• _Aim of the task_
Go through the material below line by line and count those containing "Avenue". Write the count and nothing more.

• _Source records_

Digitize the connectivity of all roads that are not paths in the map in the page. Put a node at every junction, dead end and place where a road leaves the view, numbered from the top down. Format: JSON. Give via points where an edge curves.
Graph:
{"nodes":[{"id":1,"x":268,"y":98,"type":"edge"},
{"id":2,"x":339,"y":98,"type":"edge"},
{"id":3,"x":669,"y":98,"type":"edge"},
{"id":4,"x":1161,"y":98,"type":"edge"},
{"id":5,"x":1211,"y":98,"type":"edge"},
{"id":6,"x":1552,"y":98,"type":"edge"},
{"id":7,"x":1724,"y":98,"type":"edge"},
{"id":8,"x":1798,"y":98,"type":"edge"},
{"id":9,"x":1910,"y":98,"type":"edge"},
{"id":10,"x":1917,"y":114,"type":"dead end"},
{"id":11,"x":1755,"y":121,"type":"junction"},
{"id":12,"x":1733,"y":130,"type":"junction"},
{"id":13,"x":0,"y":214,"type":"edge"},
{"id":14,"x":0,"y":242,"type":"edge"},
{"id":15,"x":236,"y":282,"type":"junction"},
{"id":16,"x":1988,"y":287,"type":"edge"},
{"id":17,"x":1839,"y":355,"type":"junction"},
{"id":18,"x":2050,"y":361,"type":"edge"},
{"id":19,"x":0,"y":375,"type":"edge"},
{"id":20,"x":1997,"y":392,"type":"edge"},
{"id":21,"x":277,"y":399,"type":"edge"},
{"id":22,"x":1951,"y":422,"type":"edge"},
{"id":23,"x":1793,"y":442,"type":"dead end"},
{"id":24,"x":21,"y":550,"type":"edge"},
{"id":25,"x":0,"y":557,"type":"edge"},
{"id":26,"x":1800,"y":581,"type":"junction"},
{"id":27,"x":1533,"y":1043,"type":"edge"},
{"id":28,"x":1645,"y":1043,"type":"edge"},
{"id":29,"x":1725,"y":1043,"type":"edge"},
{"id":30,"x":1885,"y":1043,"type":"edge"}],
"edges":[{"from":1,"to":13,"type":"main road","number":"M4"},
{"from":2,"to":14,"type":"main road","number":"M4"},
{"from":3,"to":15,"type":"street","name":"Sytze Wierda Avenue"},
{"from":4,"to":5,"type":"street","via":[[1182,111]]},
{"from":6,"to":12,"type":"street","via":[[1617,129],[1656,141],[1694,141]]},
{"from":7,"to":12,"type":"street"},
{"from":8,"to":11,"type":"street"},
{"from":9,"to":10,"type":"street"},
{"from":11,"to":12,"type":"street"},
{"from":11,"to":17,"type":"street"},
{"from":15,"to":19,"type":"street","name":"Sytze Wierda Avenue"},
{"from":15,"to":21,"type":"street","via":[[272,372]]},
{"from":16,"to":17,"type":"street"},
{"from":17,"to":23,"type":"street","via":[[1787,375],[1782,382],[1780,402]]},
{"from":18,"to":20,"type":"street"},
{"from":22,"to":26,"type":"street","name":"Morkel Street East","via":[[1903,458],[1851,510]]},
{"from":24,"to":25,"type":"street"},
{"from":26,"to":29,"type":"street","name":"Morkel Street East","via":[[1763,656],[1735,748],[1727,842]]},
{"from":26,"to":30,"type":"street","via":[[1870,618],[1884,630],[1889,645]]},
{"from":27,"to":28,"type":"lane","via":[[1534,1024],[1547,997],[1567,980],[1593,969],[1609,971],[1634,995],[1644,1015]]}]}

• _Expected answer_
2